Any self-respecting police minister would have ensured that the criminal trucking networks that were identified in 2021 are monitored for any sign of a repeat of what happened then. Basic work such as this was seemingly not done because the same suspects and the same organisations that emerged in 2022 are implicated in last week’s mayhem. The modus operandi is the same, the links to the nefarious pro-Jacob Zuma and xenophobic organisations are the same, and the leaders of these organisations are the same. The WhatsApp groups they use are the same, too.
Worse, it was not the police who did the work that led to the apprehension of three of the alleged perpetrators of last week’s crimes. It was a private security firm.

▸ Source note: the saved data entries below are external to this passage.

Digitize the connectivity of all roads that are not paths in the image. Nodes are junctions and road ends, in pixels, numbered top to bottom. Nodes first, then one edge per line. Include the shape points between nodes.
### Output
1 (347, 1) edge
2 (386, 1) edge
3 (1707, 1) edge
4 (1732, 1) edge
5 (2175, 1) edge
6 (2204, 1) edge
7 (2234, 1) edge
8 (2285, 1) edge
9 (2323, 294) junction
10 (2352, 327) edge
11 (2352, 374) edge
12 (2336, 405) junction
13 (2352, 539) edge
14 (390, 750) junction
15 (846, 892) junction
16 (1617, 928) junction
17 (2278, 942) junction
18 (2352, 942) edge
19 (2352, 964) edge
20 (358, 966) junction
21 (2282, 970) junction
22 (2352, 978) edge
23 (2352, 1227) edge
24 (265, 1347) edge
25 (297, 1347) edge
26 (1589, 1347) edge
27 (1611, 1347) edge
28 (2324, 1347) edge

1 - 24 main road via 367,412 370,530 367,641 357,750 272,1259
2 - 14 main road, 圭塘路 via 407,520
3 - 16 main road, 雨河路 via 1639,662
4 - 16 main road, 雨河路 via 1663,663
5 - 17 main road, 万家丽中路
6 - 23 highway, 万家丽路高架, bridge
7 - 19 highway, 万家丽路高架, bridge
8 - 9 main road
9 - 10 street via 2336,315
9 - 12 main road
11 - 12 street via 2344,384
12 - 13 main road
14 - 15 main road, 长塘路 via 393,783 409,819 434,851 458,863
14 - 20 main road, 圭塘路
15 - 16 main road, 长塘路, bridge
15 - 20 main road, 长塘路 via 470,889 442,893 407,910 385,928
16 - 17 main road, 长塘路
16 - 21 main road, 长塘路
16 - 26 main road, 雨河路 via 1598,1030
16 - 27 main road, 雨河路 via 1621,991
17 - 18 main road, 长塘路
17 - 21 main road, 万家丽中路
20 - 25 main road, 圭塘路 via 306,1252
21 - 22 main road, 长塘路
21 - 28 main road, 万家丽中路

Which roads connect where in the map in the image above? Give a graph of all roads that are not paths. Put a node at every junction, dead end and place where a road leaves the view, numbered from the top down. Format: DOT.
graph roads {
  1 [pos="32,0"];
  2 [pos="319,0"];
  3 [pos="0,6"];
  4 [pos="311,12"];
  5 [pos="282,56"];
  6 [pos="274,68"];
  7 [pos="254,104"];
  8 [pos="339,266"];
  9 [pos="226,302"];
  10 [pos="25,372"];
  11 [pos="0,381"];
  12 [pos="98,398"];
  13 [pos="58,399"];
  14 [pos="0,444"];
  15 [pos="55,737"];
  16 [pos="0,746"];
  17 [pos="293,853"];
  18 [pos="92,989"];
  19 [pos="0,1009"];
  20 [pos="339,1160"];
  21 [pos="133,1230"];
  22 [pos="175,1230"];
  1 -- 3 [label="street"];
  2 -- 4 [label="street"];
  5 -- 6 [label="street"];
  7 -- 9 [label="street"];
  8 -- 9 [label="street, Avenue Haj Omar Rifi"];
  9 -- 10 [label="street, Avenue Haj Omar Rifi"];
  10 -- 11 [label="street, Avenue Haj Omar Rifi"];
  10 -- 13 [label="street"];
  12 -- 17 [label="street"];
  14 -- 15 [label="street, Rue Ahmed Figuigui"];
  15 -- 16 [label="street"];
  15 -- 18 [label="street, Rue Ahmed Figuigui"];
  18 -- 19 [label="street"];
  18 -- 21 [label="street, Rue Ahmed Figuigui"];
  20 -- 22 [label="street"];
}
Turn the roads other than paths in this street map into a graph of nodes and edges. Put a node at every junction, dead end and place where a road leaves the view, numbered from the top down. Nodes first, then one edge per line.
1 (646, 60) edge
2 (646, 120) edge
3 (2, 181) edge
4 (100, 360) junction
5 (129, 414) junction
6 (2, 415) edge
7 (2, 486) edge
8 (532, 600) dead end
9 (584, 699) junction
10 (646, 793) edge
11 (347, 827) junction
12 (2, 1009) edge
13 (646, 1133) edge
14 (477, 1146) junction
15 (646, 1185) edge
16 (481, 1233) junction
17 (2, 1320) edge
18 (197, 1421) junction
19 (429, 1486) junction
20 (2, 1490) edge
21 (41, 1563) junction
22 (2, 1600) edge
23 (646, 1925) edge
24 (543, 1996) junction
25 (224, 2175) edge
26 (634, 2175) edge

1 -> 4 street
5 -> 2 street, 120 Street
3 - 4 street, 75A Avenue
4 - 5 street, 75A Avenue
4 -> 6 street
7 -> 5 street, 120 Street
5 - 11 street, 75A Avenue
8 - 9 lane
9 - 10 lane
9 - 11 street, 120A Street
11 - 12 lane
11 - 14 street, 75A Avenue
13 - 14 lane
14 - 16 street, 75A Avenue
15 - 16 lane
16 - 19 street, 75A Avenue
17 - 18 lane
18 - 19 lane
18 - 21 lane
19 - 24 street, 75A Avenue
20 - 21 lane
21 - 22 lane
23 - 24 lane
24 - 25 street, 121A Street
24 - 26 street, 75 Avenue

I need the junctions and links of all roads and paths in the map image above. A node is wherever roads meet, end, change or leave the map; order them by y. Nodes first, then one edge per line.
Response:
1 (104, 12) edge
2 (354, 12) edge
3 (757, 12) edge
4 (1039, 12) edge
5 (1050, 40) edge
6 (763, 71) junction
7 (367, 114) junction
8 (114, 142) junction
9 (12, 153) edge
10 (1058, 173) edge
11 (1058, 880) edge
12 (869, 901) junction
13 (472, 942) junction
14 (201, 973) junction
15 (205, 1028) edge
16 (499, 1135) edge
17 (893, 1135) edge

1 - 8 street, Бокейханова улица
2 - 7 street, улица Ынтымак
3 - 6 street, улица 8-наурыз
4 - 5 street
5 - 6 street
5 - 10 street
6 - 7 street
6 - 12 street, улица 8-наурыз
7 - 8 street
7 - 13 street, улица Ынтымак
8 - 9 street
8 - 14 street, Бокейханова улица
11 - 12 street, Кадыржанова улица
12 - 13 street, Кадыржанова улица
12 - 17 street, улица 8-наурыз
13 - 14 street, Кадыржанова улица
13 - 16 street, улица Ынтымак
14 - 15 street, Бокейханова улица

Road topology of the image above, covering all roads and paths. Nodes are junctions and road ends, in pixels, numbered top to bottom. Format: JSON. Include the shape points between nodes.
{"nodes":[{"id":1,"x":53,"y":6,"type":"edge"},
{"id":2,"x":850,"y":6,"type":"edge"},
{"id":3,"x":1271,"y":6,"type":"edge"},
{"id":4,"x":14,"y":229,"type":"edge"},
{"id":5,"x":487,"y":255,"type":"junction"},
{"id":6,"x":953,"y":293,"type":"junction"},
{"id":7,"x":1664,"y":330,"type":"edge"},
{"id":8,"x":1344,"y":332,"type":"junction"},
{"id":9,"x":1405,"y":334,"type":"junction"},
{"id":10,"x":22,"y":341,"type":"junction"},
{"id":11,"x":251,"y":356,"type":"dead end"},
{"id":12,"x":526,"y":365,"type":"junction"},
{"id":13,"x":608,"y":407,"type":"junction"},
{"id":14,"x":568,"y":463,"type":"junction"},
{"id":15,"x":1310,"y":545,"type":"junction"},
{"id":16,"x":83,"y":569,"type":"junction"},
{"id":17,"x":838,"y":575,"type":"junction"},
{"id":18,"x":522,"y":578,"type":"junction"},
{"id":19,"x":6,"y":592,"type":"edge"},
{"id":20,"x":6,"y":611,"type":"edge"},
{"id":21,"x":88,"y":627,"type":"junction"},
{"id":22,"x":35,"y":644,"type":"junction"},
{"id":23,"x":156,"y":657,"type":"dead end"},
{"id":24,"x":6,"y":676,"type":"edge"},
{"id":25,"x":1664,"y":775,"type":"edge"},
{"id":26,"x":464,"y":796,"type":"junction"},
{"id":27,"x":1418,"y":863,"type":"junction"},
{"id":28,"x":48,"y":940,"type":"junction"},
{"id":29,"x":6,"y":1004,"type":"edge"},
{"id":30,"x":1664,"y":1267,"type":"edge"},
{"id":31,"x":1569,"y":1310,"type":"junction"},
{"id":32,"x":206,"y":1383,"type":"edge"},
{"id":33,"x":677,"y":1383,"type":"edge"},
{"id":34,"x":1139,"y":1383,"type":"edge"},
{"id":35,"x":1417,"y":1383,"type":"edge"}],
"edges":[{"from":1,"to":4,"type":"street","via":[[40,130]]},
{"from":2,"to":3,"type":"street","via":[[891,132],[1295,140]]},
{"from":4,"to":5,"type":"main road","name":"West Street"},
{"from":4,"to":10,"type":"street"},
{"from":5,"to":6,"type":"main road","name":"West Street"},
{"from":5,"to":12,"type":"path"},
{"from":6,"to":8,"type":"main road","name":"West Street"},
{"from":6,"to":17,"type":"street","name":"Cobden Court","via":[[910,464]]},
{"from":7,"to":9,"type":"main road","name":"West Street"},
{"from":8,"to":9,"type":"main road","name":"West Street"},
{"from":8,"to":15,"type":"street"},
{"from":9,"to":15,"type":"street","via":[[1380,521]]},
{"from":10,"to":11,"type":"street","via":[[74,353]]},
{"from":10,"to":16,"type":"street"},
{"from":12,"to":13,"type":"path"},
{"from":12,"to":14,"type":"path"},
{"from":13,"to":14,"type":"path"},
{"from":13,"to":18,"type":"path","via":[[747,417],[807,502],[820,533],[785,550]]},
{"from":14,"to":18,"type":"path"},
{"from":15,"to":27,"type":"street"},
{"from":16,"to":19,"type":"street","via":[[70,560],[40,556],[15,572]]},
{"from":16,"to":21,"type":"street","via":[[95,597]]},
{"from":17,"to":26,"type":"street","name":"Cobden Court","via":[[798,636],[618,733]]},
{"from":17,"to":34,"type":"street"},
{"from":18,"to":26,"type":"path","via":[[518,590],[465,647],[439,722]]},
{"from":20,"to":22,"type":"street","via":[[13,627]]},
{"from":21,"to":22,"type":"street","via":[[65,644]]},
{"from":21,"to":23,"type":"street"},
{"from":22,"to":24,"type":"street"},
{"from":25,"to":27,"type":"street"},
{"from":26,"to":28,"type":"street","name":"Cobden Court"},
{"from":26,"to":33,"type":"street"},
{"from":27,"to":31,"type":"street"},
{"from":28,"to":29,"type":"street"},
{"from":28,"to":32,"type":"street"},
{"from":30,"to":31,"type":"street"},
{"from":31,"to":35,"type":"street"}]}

The continued tenure and, indeed, flourishing of the careers of people like Cele is because we are not a serious country. We are not a serious people with serious leaders. We are a country whose leaders are mainly interested in using their power to acquire government tenders and grants for their sons and daughters. And in this unserious place the untalented and unworthy end up in positions they have no business being in. Seriously, has Cele distinguished himself in a parliamentary or provincial role in safety and security? Cele’s main achievement, it would seem to me, has been being kicked upstairs every time he failed at something.
What must South Africans think of their police now? Famed footballer Senzo Meyiwa was murdered in front of numerous witnesses in 2014. Nine years later the police can’t organise themselves enough to put together one strong criminal case against his killers. At one point there were two different dockets and teams on the case. The rapper AKA was murdered in February. Few who hear Cele make big promises about arresting the perpetrators believe him. Cele is the minister of big talk, not arrests. His record speaks for itself: most categories of crime have worsened during his tenure. South Africans are on their own.
President Ramaphosa has been moaning that no postapartheid administration has faced the kinds of challenges he has. I would have some sympathy for him if he wasn’t the architect of his own problems. Take the 2021 riots, for example. After such a serious security breach one would have expected Ramaphosa to crack the whip. He didn’t. Instead, Cele is still in his position and others have been kicked upstairs. Ramaphosa is like a football coach who arrives at a beleaguered club and proceeds to sit in the stands, moaning, as if he is not in charge of the team.
Because we do not take our security threats seriously and have not placed serious people in positions to deal with them, South Africa will very likely face yet another implosion of the nature of July 2021.
This lack of urgency and seriousness on the president’s part has made it laughably easy to predict South Africa’s political and economic trajectory. Because we do not take our security threats seriously and have not placed serious people in positions to deal with them, South Africa will very likely face yet another implosion of the nature of July 2021. Because we do not take our place in the world seriously and have become pals with dictators who do not respect international law, our political and economic relationships with many western countries will be negatively impacted. These are the results of a lack of seriousness in dealing with our challenges.
We need to be serious people, running a serious country. Right now, we are just like Cele, a man who is universally considered a joke and a clown.